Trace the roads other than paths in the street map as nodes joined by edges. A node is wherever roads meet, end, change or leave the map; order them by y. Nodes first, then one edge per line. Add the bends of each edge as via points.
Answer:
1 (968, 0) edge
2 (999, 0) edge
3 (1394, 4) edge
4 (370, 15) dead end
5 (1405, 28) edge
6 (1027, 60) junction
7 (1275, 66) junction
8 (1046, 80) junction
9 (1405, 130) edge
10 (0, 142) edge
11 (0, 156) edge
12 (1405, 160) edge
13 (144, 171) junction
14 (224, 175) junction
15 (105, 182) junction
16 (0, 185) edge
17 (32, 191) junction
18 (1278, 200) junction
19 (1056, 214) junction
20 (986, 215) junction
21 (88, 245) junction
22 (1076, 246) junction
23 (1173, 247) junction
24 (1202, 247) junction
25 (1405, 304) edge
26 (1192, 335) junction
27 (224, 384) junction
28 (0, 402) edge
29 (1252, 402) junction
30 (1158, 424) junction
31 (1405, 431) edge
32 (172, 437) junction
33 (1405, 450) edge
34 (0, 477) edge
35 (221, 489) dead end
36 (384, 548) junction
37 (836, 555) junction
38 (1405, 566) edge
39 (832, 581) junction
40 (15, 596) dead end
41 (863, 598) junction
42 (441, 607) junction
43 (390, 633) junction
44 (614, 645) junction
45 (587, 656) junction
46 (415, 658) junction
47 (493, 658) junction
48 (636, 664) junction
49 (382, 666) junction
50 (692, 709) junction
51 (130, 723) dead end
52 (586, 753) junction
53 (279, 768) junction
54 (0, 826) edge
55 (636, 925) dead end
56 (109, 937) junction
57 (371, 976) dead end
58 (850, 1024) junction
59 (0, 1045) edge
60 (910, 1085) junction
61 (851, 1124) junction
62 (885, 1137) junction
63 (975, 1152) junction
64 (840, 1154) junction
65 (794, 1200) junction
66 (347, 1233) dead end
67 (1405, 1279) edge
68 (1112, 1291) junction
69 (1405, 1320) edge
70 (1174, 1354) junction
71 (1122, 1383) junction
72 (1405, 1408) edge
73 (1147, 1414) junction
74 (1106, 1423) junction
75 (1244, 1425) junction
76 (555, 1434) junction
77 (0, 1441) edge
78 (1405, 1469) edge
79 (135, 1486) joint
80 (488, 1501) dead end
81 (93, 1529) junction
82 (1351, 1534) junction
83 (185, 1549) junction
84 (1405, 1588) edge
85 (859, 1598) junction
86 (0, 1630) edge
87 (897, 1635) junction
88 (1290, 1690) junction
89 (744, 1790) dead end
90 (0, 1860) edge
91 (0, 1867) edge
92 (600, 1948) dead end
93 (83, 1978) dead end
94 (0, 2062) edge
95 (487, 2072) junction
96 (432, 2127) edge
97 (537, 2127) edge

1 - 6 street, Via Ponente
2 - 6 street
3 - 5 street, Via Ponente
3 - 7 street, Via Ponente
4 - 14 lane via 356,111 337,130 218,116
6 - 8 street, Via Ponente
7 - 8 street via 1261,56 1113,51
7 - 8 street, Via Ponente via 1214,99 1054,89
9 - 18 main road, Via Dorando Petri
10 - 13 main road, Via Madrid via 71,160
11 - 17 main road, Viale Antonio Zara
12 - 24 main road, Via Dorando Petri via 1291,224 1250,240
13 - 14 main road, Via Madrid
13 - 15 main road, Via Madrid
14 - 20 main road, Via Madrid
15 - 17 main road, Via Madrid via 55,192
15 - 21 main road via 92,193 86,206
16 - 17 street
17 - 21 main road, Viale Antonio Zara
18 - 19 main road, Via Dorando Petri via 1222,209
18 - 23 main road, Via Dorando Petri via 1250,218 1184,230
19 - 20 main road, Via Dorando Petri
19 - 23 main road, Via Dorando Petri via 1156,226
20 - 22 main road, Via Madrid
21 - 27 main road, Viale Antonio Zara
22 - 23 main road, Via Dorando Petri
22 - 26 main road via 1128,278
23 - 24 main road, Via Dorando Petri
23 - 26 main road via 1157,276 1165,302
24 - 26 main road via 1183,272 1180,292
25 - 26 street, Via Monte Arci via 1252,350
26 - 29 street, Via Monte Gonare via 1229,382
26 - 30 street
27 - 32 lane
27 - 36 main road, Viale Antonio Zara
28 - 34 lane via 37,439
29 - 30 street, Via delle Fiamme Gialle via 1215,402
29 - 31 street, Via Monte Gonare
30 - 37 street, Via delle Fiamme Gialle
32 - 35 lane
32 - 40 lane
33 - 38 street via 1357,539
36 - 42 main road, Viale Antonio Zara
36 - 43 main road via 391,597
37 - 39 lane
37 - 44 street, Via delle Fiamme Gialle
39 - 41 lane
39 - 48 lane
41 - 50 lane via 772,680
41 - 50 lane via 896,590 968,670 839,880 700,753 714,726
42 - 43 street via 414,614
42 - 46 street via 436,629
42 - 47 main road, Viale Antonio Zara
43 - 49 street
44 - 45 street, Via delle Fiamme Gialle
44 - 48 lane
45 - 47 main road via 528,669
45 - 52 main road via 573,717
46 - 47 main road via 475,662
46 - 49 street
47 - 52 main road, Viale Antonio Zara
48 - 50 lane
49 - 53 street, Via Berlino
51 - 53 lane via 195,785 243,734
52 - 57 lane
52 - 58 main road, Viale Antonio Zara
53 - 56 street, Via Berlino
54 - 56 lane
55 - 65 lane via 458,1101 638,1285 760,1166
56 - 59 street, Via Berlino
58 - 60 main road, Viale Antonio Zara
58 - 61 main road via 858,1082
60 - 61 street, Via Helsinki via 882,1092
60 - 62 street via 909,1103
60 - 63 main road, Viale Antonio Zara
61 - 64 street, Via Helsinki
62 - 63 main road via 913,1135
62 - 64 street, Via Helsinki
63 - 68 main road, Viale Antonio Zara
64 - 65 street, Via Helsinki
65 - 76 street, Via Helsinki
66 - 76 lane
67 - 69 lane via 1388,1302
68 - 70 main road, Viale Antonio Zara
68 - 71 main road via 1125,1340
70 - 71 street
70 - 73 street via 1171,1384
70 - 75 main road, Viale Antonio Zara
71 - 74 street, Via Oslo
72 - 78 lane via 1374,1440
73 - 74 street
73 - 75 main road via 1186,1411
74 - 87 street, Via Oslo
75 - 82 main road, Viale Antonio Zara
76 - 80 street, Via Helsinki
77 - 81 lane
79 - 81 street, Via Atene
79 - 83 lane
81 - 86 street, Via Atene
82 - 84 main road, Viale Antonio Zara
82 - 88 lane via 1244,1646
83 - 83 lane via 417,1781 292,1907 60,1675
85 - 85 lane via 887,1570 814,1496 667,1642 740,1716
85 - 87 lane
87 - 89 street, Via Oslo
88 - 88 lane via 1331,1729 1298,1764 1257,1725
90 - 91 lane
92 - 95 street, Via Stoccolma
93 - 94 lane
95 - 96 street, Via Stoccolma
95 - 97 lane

» Task brief
For each line of the entries that holds the word "Ponente", pull that line out.

» Worked solution
1 - 6 street, Via Ponente
3 - 5 street, Via Ponente
3 - 7 street, Via Ponente
6 - 8 street, Via Ponente
7 - 8 street, Via Ponente via 1214,99 1054,89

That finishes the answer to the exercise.